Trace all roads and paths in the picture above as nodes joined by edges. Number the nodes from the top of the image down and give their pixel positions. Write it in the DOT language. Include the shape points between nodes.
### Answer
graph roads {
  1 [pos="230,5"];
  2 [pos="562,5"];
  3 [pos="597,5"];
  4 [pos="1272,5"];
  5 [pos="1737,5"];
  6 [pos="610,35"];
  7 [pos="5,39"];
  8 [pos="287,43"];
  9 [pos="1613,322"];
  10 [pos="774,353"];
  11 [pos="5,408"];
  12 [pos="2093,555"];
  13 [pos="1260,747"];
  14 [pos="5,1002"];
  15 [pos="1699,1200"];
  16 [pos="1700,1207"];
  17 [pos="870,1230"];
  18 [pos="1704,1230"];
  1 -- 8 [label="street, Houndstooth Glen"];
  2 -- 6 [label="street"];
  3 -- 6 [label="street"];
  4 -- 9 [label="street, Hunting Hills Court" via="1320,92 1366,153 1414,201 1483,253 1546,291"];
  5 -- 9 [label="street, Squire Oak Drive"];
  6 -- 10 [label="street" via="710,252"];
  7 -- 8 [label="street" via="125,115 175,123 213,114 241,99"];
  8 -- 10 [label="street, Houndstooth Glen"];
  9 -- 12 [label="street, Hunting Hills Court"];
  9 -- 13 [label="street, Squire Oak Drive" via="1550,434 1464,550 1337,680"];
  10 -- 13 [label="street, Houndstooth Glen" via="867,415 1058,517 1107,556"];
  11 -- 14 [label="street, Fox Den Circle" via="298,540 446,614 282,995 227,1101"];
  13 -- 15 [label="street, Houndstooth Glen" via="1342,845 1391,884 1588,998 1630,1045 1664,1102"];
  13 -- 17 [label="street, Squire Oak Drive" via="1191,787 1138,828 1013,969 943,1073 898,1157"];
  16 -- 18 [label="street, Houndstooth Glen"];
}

REQUIREMENT
Each record above is to be reproduced word for word.

EXERCISE RESULT
Trace all roads and paths in the picture above as nodes joined by edges. Number the nodes from the top of the image down and give their pixel positions. Write it in the DOT language. Include the shape points between nodes.
### Answer
graph roads {
  1 [pos="230,5"];
  2 [pos="562,5"];
  3 [pos="597,5"];
  4 [pos="1272,5"];
  5 [pos="1737,5"];
  6 [pos="610,35"];
  7 [pos="5,39"];
  8 [pos="287,43"];
  9 [pos="1613,322"];
  10 [pos="774,353"];
  11 [pos="5,408"];
  12 [pos="2093,555"];
  13 [pos="1260,747"];
  14 [pos="5,1002"];
  15 [pos="1699,1200"];
  16 [pos="1700,1207"];
  17 [pos="870,1230"];
  18 [pos="1704,1230"];
  1 -- 8 [label="street, Houndstooth Glen"];
  2 -- 6 [label="street"];
  3 -- 6 [label="street"];
  4 -- 9 [label="street, Hunting Hills Court" via="1320,92 1366,153 1414,201 1483,253 1546,291"];
  5 -- 9 [label="street, Squire Oak Drive"];
  6 -- 10 [label="street" via="710,252"];
  7 -- 8 [label="street" via="125,115 175,123 213,114 241,99"];
  8 -- 10 [label="street, Houndstooth Glen"];
  9 -- 12 [label="street, Hunting Hills Court"];
  9 -- 13 [label="street, Squire Oak Drive" via="1550,434 1464,550 1337,680"];
  10 -- 13 [label="street, Houndstooth Glen" via="867,415 1058,517 1107,556"];
  11 -- 14 [label="street, Fox Den Circle" via="298,540 446,614 282,995 227,1101"];
  13 -- 15 [label="street, Houndstooth Glen" via="1342,845 1391,884 1588,998 1630,1045 1664,1102"];
  13 -- 17 [label="street, Squire Oak Drive" via="1191,787 1138,828 1013,969 943,1073 898,1157"];
  16 -- 18 [label="street, Houndstooth Glen"];
}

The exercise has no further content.